(Saved data entries)
'''

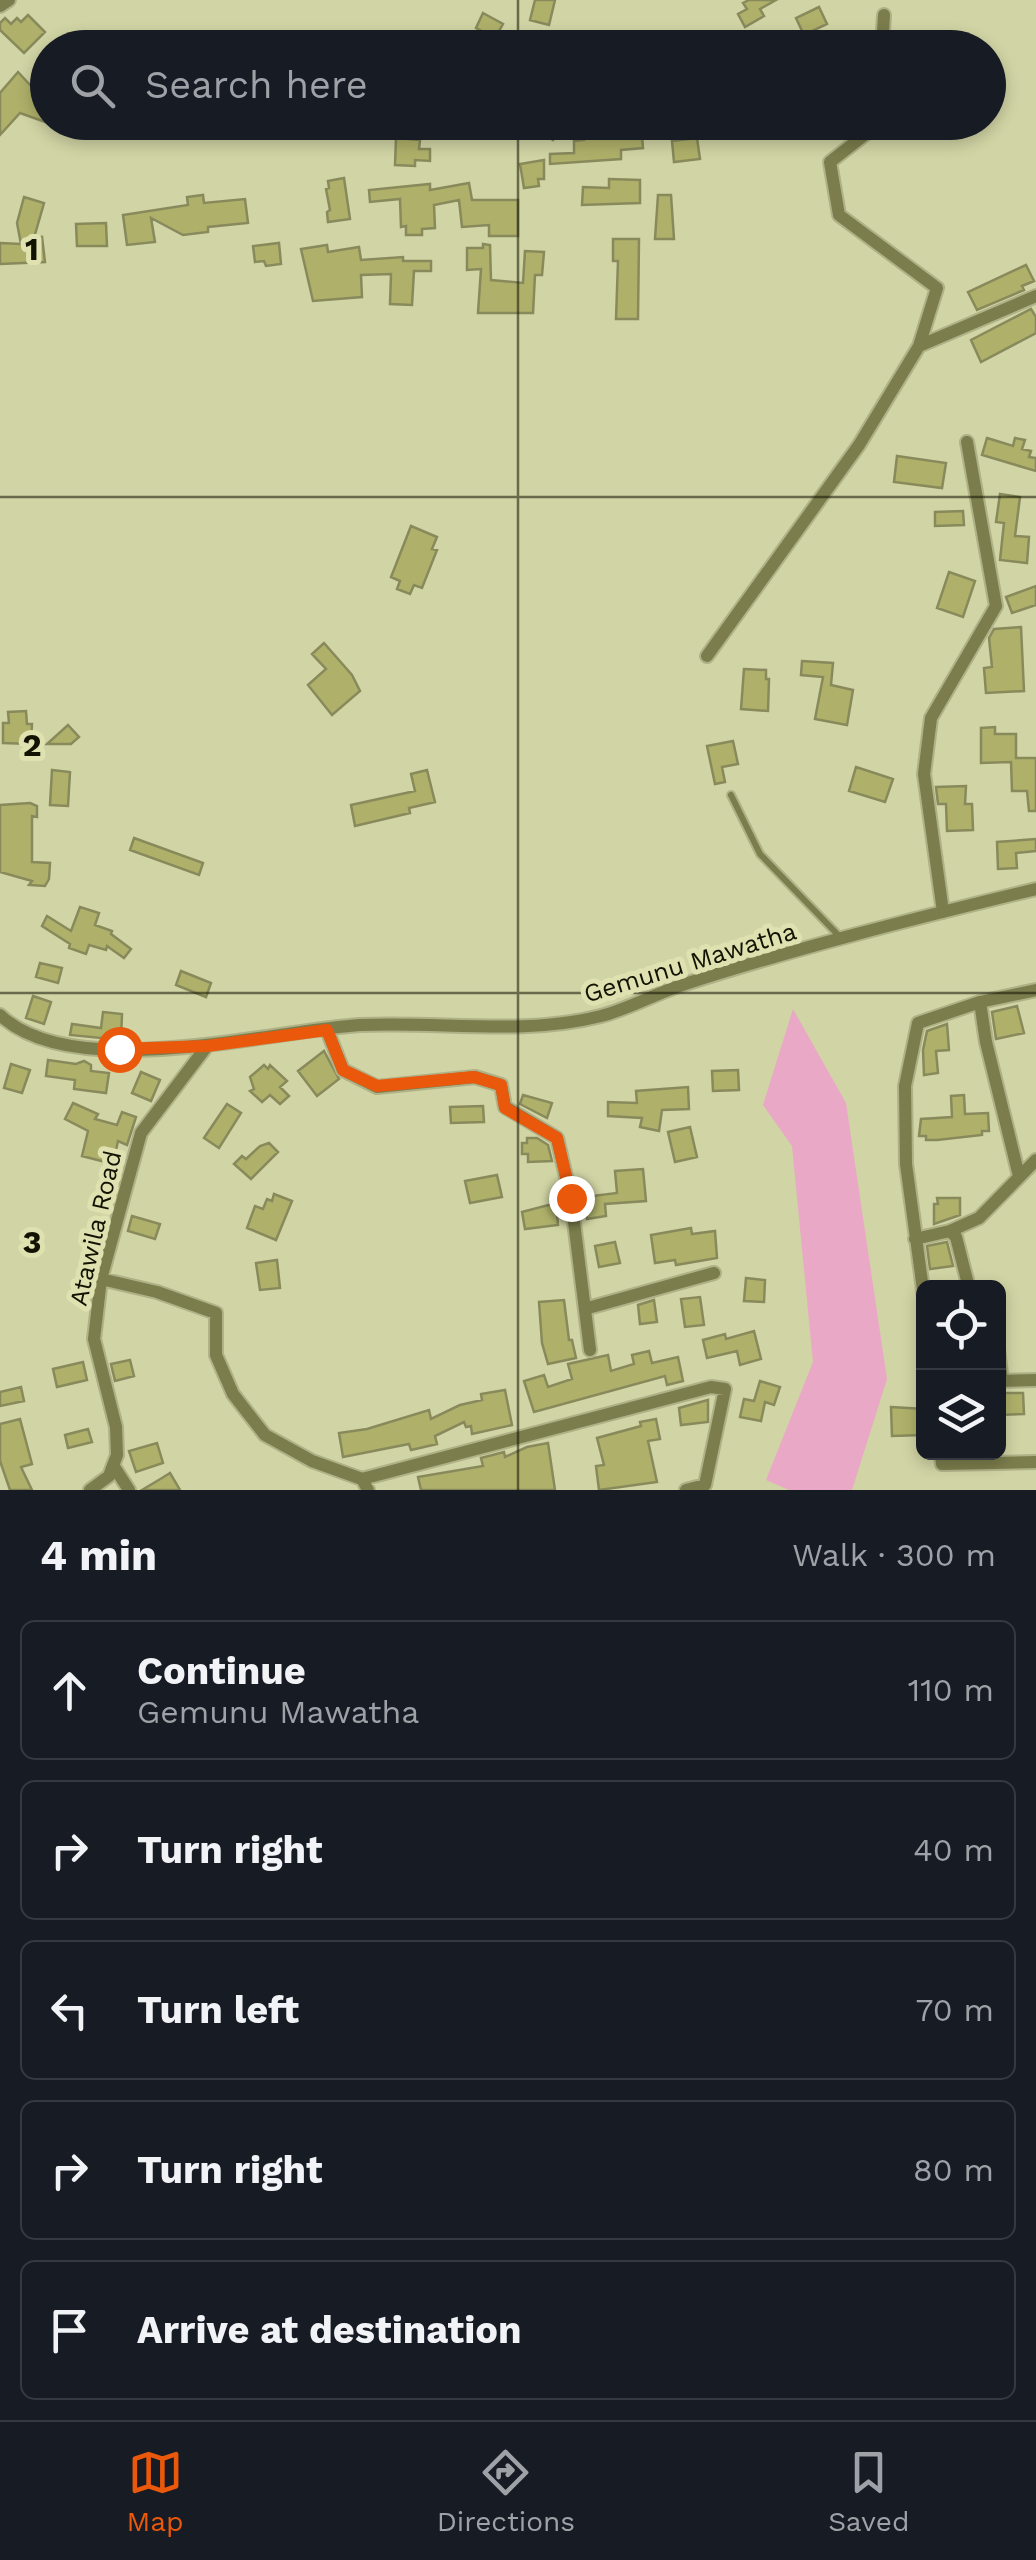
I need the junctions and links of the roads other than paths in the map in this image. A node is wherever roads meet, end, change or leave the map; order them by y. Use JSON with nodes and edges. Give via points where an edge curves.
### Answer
{"nodes":[{"id":1,"x":9,"y":0,"type":"edge"},
{"id":2,"x":0,"y":6,"type":"edge"},
{"id":3,"x":884,"y":16,"type":"dead end"},
{"id":4,"x":883,"y":30,"type":"edge"},
{"id":5,"x":858,"y":140,"type":"edge"},
{"id":6,"x":1036,"y":296,"type":"edge"},
{"id":7,"x":919,"y":346,"type":"junction"},
{"id":8,"x":966,"y":442,"type":"dead end"},
{"id":9,"x":707,"y":656,"type":"dead end"},
{"id":10,"x":731,"y":795,"type":"dead end"},
{"id":11,"x":1036,"y":889,"type":"edge"},
{"id":12,"x":943,"y":912,"type":"junction"},
{"id":13,"x":843,"y":940,"type":"junction"},
{"id":14,"x":1036,"y":990,"type":"edge"},
{"id":15,"x":980,"y":1002,"type":"junction"},
{"id":16,"x":0,"y":1015,"type":"edge"},
{"id":17,"x":327,"y":1030,"type":"junction"},
{"id":18,"x":207,"y":1046,"type":"junction"},
{"id":19,"x":1036,"y":1160,"type":"edge"},
{"id":20,"x":1019,"y":1176,"type":"junction"},
{"id":21,"x":950,"y":1232,"type":"junction"},
{"id":22,"x":916,"y":1239,"type":"junction"},
{"id":23,"x":714,"y":1273,"type":"dead end"},
{"id":24,"x":101,"y":1280,"type":"junction"},
{"id":25,"x":922,"y":1280,"type":"edge"},
{"id":26,"x":967,"y":1280,"type":"edge"},
{"id":27,"x":588,"y":1308,"type":"junction"},
{"id":28,"x":590,"y":1350,"type":"dead end"},
{"id":29,"x":1036,"y":1380,"type":"edge"},
{"id":30,"x":1006,"y":1381,"type":"edge"},
{"id":31,"x":942,"y":1460,"type":"edge"},
{"id":32,"x":1036,"y":1462,"type":"edge"},
{"id":33,"x":113,"y":1465,"type":"junction"},
{"id":34,"x":365,"y":1484,"type":"edge"},
{"id":35,"x":704,"y":1487,"type":"edge"},
{"id":36,"x":90,"y":1490,"type":"edge"},
{"id":37,"x":130,"y":1490,"type":"edge"},
{"id":38,"x":686,"y":1490,"type":"edge"}],
"edges":[{"from":1,"to":2,"type":"street"},
{"from":3,"to":4,"type":"street"},
{"from":5,"to":7,"type":"street","via":[[830,162],[839,215],[936,288]]},
{"from":6,"to":7,"type":"street"},
{"from":7,"to":9,"type":"street","via":[[859,444]]},
{"from":8,"to":12,"type":"street","via":[[996,606],[931,718],[924,774]]},
{"from":10,"to":13,"type":"lane","via":[[760,854]]},
{"from":11,"to":12,"type":"street","name":"Gemunu Mawatha"},
{"from":12,"to":13,"type":"street","name":"Gemunu Mawatha"},
{"from":13,"to":17,"type":"street","name":"Gemunu Mawatha","via":[[602,1016],[526,1027]]},
{"from":14,"to":15,"type":"street"},
{"from":15,"to":20,"type":"street"},
{"from":15,"to":22,"type":"street","via":[[918,1024],[905,1086]]},
{"from":16,"to":18,"type":"street","name":"Gemunu Mawatha","via":[[41,1041],[119,1049]]},
{"from":17,"to":18,"type":"street","name":"Gemunu Mawatha"},
{"from":17,"to":27,"type":"street","via":[[343,1070],[377,1086],[474,1077],[501,1085],[505,1108],[557,1138]]},
{"from":18,"to":24,"type":"street","name":"Atawila Road","via":[[140,1132]]},
{"from":19,"to":20,"type":"street"},
{"from":20,"to":21,"type":"street","via":[[979,1218]]},
{"from":21,"to":22,"type":"street"},
{"from":21,"to":26,"type":"street"},
{"from":22,"to":25,"type":"street"},
{"from":23,"to":27,"type":"street"},
{"from":24,"to":33,"type":"street","name":"Atawila Road","via":[[94,1339],[116,1427]]},
{"from":24,"to":34,"type":"street","via":[[216,1313],[216,1355],[232,1394],[265,1436]]},
{"from":27,"to":28,"type":"street"},
{"from":29,"to":30,"type":"street"},
{"from":31,"to":32,"type":"street"},
{"from":33,"to":36,"type":"street"},
{"from":33,"to":37,"type":"street"},
{"from":34,"to":35,"type":"street","via":[[711,1387],[726,1390]]},
{"from":35,"to":38,"type":"street"}]}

'''

# TASK INSTRUCTIONS
Every entry above is to be transcribed exactly, with all pictures left out.

# ANSWER AREA
I need the junctions and links of the roads other than paths in the map in this image. A node is wherever roads meet, end, change or leave the map; order them by y. Use JSON with nodes and edges. Give via points where an edge curves.
### Answer
{"nodes":[{"id":1,"x":9,"y":0,"type":"edge"},
{"id":2,"x":0,"y":6,"type":"edge"},
{"id":3,"x":884,"y":16,"type":"dead end"},
{"id":4,"x":883,"y":30,"type":"edge"},
{"id":5,"x":858,"y":140,"type":"edge"},
{"id":6,"x":1036,"y":296,"type":"edge"},
{"id":7,"x":919,"y":346,"type":"junction"},
{"id":8,"x":966,"y":442,"type":"dead end"},
{"id":9,"x":707,"y":656,"type":"dead end"},
{"id":10,"x":731,"y":795,"type":"dead end"},
{"id":11,"x":1036,"y":889,"type":"edge"},
{"id":12,"x":943,"y":912,"type":"junction"},
{"id":13,"x":843,"y":940,"type":"junction"},
{"id":14,"x":1036,"y":990,"type":"edge"},
{"id":15,"x":980,"y":1002,"type":"junction"},
{"id":16,"x":0,"y":1015,"type":"edge"},
{"id":17,"x":327,"y":1030,"type":"junction"},
{"id":18,"x":207,"y":1046,"type":"junction"},
{"id":19,"x":1036,"y":1160,"type":"edge"},
{"id":20,"x":1019,"y":1176,"type":"junction"},
{"id":21,"x":950,"y":1232,"type":"junction"},
{"id":22,"x":916,"y":1239,"type":"junction"},
{"id":23,"x":714,"y":1273,"type":"dead end"},
{"id":24,"x":101,"y":1280,"type":"junction"},
{"id":25,"x":922,"y":1280,"type":"edge"},
{"id":26,"x":967,"y":1280,"type":"edge"},
{"id":27,"x":588,"y":1308,"type":"junction"},
{"id":28,"x":590,"y":1350,"type":"dead end"},
{"id":29,"x":1036,"y":1380,"type":"edge"},
{"id":30,"x":1006,"y":1381,"type":"edge"},
{"id":31,"x":942,"y":1460,"type":"edge"},
{"id":32,"x":1036,"y":1462,"type":"edge"},
{"id":33,"x":113,"y":1465,"type":"junction"},
{"id":34,"x":365,"y":1484,"type":"edge"},
{"id":35,"x":704,"y":1487,"type":"edge"},
{"id":36,"x":90,"y":1490,"type":"edge"},
{"id":37,"x":130,"y":1490,"type":"edge"},
{"id":38,"x":686,"y":1490,"type":"edge"}],
"edges":[{"from":1,"to":2,"type":"street"},
{"from":3,"to":4,"type":"street"},
{"from":5,"to":7,"type":"street","via":[[830,162],[839,215],[936,288]]},
{"from":6,"to":7,"type":"street"},
{"from":7,"to":9,"type":"street","via":[[859,444]]},
{"from":8,"to":12,"type":"street","via":[[996,606],[931,718],[924,774]]},
{"from":10,"to":13,"type":"lane","via":[[760,854]]},
{"from":11,"to":12,"type":"street","name":"Gemunu Mawatha"},
{"from":12,"to":13,"type":"street","name":"Gemunu Mawatha"},
{"from":13,"to":17,"type":"street","name":"Gemunu Mawatha","via":[[602,1016],[526,1027]]},
{"from":14,"to":15,"type":"street"},
{"from":15,"to":20,"type":"street"},
{"from":15,"to":22,"type":"street","via":[[918,1024],[905,1086]]},
{"from":16,"to":18,"type":"street","name":"Gemunu Mawatha","via":[[41,1041],[119,1049]]},
{"from":17,"to":18,"type":"street","name":"Gemunu Mawatha"},
{"from":17,"to":27,"type":"street","via":[[343,1070],[377,1086],[474,1077],[501,1085],[505,1108],[557,1138]]},
{"from":18,"to":24,"type":"street","name":"Atawila Road","via":[[140,1132]]},
{"from":19,"to":20,"type":"street"},
{"from":20,"to":21,"type":"street","via":[[979,1218]]},
{"from":21,"to":22,"type":"street"},
{"from":21,"to":26,"type":"street"},
{"from":22,"to":25,"type":"street"},
{"from":23,"to":27,"type":"street"},
{"from":24,"to":33,"type":"street","name":"Atawila Road","via":[[94,1339],[116,1427]]},
{"from":24,"to":34,"type":"street","via":[[216,1313],[216,1355],[232,1394],[265,1436]]},
{"from":27,"to":28,"type":"street"},
{"from":29,"to":30,"type":"street"},
{"from":31,"to":32,"type":"street"},
{"from":33,"to":36,"type":"street"},
{"from":33,"to":37,"type":"street"},
{"from":34,"to":35,"type":"street","via":[[711,1387],[726,1390]]},
{"from":35,"to":38,"type":"street"}]}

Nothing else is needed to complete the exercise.